W niedzielę doszło do bójki czterech mężczyzn. W pewnym momencie jeden z nich spuścił psa ze smyczy, a ten pogryzł 37-latka. Całe zdarzenie zaczęło się od tego, że jeden z poszkodowanych zwrócił uwagę, że zwierzę nie jest trzymane na smyczy w bezpieczny sposób.
W niedzielę przed godziną 21:00 do policjantów starachowickiej komendy wpłynęło zgłoszenie o bójce czterech mężczyzn na terenie Starachowic. Policjanci na miejscu zastali tylko dwóch mężczyzn. Z relacji 39 i 37-latka wynikało, że zostali pobici, młodszy z nich trafił do szpitala z obrażeniami powstałymi po pogryzieniu przez psa.

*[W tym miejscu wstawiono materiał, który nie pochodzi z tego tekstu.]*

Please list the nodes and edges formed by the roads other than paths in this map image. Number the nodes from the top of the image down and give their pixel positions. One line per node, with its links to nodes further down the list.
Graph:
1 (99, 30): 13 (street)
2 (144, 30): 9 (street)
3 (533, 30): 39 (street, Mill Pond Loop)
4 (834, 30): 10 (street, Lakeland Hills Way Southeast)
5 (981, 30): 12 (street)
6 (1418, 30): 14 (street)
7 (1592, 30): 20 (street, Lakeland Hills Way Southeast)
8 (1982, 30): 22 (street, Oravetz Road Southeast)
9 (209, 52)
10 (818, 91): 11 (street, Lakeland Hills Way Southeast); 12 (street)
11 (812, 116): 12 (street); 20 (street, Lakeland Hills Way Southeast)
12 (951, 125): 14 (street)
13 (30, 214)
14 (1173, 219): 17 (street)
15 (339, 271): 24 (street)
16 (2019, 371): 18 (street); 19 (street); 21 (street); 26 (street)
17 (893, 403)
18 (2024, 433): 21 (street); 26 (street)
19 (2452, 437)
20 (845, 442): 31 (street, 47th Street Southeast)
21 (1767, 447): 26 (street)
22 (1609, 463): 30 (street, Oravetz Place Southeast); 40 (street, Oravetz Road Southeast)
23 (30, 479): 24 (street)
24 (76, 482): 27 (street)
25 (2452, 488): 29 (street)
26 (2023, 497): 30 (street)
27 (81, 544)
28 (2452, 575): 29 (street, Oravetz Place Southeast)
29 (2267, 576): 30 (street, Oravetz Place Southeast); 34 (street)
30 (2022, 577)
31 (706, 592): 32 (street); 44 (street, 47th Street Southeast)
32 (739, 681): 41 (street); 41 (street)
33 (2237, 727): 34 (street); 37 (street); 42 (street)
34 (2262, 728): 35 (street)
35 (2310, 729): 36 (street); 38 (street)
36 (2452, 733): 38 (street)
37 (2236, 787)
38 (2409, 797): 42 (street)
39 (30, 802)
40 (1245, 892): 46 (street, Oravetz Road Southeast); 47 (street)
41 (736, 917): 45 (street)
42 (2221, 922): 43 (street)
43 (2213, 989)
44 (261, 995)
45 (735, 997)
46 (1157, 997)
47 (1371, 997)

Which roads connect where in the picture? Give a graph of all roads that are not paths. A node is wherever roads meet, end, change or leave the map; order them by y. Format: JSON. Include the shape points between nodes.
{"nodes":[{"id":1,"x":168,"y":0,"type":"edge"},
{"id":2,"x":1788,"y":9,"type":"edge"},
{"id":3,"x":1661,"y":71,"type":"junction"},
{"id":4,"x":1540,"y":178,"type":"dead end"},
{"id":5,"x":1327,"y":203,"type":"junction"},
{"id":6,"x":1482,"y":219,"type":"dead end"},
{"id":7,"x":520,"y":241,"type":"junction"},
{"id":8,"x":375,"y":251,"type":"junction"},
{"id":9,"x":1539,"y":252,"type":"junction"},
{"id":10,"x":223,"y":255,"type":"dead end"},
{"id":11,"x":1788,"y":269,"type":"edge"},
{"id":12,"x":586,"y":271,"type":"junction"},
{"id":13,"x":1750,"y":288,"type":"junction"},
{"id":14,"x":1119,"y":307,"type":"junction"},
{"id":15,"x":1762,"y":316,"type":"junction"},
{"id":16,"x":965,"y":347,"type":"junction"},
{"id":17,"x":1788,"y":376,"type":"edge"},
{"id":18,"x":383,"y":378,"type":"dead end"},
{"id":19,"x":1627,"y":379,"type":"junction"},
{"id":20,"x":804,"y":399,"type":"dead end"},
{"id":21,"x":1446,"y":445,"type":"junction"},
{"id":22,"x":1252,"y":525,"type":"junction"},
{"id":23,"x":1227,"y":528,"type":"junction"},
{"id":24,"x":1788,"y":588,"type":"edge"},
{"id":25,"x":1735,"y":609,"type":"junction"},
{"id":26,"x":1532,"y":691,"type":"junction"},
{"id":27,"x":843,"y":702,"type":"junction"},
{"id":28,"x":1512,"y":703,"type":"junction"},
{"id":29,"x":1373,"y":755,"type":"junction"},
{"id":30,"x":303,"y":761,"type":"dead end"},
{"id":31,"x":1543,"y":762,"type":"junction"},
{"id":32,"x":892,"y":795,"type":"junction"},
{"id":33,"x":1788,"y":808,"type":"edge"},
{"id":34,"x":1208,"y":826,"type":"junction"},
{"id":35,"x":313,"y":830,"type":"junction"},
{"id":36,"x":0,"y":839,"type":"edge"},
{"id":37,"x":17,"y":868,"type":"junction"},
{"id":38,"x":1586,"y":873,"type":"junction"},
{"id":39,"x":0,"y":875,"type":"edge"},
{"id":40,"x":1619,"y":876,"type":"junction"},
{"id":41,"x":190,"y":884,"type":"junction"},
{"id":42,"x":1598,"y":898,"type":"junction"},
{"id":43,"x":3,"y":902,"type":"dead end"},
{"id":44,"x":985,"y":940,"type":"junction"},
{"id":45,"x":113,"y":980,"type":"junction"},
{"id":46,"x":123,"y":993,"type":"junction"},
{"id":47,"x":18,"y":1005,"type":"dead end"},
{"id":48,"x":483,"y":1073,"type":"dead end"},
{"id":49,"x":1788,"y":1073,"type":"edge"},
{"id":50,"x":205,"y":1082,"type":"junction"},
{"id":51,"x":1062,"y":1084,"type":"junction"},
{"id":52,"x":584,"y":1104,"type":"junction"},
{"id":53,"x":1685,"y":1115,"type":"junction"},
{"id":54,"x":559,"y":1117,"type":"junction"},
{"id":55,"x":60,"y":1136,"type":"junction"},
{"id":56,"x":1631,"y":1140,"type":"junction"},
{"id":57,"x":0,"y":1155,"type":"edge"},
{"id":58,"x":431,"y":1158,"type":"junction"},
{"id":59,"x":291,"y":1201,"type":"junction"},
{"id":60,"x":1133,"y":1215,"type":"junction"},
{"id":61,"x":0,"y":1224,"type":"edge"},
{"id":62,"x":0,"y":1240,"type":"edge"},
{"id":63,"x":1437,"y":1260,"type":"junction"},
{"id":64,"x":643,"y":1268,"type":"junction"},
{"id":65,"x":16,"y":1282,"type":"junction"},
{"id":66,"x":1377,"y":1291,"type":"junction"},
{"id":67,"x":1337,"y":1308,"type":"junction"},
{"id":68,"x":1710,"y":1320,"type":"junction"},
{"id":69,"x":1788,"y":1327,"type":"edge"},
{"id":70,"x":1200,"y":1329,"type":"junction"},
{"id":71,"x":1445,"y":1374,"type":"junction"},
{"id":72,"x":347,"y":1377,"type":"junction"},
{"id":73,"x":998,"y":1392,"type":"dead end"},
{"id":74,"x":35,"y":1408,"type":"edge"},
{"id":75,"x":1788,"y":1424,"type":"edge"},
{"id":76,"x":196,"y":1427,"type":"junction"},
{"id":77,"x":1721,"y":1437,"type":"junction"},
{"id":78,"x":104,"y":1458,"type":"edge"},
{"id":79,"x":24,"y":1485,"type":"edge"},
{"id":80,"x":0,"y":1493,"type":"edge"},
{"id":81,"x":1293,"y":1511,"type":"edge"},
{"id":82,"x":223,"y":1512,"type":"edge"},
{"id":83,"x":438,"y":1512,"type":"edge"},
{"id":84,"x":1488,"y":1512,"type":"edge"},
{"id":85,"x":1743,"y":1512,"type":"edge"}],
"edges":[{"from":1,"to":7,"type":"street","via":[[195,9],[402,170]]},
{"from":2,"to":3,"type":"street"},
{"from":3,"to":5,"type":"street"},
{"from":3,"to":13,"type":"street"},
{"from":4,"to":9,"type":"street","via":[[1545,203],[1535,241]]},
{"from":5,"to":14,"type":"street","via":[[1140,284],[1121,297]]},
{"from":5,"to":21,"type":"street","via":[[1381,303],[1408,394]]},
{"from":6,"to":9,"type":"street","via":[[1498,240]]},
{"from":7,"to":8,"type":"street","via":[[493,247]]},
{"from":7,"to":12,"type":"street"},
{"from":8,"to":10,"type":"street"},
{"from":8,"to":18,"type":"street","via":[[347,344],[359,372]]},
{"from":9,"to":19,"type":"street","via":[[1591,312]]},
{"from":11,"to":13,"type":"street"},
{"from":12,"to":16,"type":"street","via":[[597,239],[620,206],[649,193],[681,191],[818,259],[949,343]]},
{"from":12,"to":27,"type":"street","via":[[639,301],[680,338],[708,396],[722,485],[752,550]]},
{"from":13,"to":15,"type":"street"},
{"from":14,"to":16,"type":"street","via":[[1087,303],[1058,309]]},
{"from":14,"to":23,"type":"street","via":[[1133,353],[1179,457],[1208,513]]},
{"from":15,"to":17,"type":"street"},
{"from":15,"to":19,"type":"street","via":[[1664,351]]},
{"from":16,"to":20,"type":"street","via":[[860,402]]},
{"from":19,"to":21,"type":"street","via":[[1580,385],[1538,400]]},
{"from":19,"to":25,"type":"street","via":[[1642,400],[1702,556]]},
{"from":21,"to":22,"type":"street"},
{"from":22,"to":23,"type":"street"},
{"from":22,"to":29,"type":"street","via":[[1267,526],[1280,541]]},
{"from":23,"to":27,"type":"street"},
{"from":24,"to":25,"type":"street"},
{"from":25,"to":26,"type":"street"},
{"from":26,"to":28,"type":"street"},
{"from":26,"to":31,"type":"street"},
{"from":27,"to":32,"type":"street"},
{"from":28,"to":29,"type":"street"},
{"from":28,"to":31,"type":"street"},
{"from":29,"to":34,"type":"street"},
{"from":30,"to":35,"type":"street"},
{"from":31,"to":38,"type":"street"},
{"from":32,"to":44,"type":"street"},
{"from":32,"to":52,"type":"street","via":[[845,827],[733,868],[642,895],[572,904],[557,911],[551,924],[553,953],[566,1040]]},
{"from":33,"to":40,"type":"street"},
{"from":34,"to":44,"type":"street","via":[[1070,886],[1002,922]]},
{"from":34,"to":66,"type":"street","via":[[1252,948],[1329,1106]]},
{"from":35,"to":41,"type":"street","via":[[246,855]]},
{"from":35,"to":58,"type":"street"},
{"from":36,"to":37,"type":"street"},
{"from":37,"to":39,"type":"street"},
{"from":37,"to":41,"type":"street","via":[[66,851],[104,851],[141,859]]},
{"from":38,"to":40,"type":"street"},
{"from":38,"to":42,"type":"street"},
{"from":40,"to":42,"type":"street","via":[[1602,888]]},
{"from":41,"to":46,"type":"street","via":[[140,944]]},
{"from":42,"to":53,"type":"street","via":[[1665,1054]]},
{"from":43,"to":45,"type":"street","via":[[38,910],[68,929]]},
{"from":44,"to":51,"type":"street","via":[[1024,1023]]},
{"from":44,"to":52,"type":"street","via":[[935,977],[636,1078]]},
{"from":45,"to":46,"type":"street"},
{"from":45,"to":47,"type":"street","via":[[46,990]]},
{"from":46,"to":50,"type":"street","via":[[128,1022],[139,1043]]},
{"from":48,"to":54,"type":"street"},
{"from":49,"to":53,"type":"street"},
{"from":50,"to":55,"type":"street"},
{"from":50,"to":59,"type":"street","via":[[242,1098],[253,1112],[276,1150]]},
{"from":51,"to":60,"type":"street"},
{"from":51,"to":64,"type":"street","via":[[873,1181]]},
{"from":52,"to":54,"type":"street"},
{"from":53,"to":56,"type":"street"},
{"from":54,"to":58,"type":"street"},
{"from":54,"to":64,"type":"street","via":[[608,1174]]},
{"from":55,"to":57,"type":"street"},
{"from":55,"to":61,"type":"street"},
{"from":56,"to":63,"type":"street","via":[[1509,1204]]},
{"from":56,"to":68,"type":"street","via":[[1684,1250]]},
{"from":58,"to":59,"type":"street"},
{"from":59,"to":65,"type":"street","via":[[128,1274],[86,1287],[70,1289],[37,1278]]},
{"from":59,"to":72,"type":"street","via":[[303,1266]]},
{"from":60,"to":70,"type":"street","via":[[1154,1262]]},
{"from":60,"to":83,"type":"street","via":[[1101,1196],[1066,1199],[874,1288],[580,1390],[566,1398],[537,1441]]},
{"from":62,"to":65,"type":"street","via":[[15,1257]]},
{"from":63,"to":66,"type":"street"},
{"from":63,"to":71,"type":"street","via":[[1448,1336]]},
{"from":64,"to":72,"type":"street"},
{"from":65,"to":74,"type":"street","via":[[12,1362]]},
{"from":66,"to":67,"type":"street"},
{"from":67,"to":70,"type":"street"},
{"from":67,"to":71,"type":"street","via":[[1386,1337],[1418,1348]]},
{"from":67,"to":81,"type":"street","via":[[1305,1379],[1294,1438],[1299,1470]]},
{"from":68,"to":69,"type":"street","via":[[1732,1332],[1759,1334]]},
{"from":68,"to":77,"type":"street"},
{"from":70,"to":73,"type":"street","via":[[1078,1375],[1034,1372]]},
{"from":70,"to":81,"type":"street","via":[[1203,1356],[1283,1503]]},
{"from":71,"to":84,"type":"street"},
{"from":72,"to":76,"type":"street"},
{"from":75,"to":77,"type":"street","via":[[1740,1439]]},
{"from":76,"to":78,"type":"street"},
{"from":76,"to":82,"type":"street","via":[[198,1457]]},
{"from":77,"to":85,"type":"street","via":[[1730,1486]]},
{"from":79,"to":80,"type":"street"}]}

Według ich relacji, dwaj mężczyźni wraz z kobietą i psem przechodzili obok nich. 39-latek miał zwrócić uwagę mężczyźnie, który trzymał groźne zwierzę na smyczy, aby robił to w bardziej bezpieczny sposób. Cała trójka wraz z psem oddaliła się, lecz po pewnym czasie, już bez kobiety obaj mężczyźni wrócili na miejsce. Doszło do szarpaniny i bójki, w pewnym momencie właściciel psa spuścił go ze smyczy, a ten pogryzł 37-latka.
Kryminalni następnego dnia zatrzymano 33 i 29-latka. Obaj mieszkańcy Starachowic są podejrzewani o udział w tym zdarzeniu. Wczoraj Prokuratura Rejonowa w Starachowicach zastosowała wobec mężczyzn środki wolnościowe. Teraz obaj mężczyźni będą tłumaczyć swoje zachowanie przed sądem, a za to przestępstwo może im grozić nawet do 8 lat pozbawienia wolności.